It was ~1932-1975. And the US was not globally economically dominant. We had very little foreign trade. We were self sufficient, like most countries during that time. WW2 just meant that we wasted a lot of resources building war machines. Unlike a bunch of other countries that did the same, *we* did not end up with large amounts of our infrastructure destroyed. So we were able to have a robust economy when the war was over, like we did before it. If what you mean by "dominance" was that the US had a better economy than other countries, then that is true. But we did not profit economically from the misfortune of others.

Quote:
It's really quite simple: the Communist and Socialist movements were very powerful and influential and led to widespread formation of unions and other improved working conditions.

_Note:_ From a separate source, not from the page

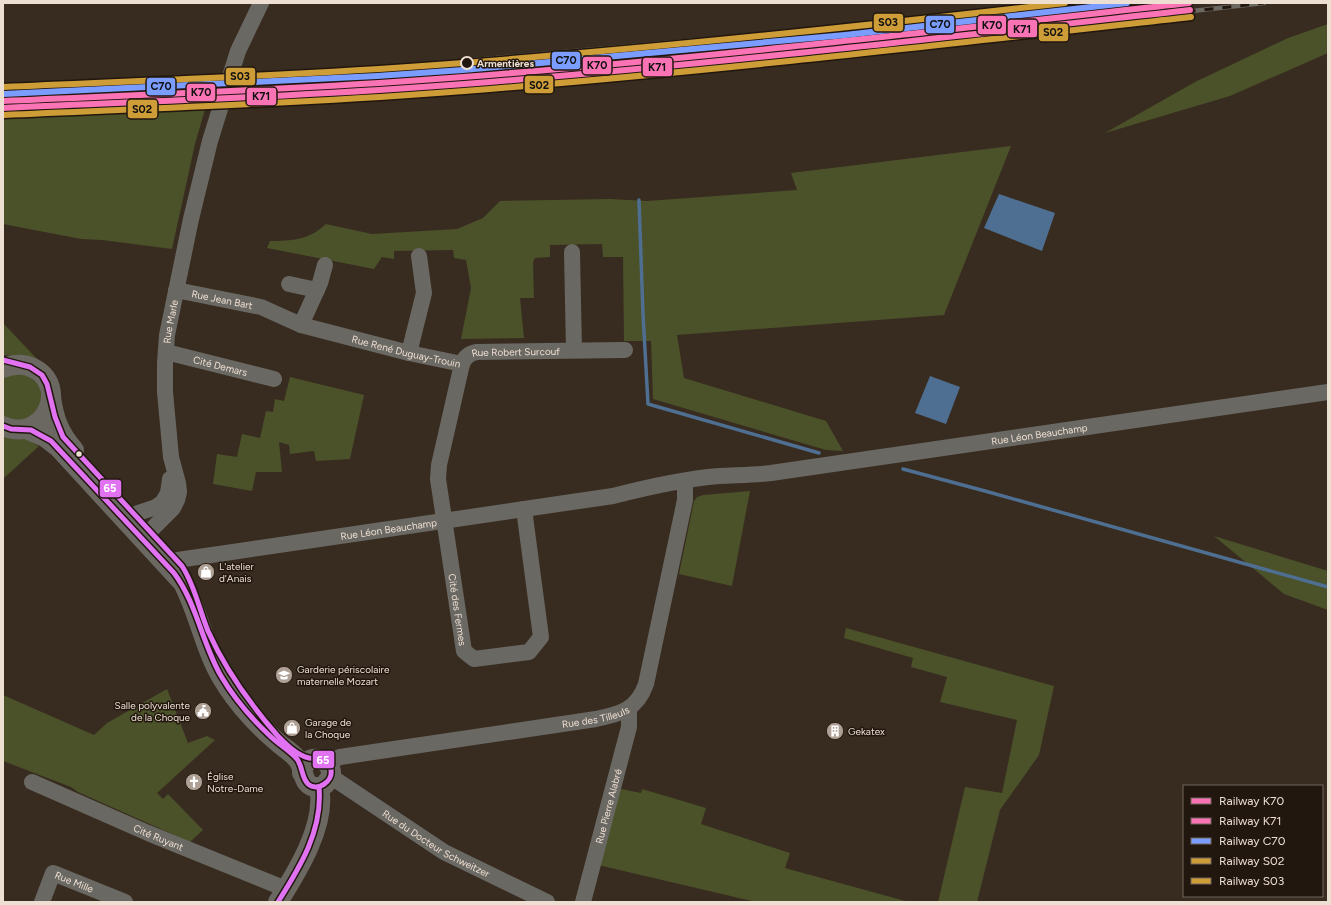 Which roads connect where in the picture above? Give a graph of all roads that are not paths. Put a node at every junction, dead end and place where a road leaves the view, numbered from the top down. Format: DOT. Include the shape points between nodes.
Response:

Absolutely. The oligarchs knew that they needed to lift the middle class for several reasons. The first is that the wealth/income imbalance that occurred prior to 1929 was not sustainable in a consumer-capitalist system. Also, the relative economic success of the USSR was a real threat. When the game you are playing is "control of the world", you take a threat like that very seriously, and do whatever is necessary to quell it. Satisfying the populous with social benefits and wage supports also resulted in very impressive economic growth. We pissed huge amounts of money away in WW2, Korea, and Vietnam, and supported our cold-war military machine, but still managed a 3x increase in real wages and acquired little debt in the process.

The only downside from the oligarch's perspective was that they had to settle for middling growth in their fortunes. But they've certainly made up for lost time since then.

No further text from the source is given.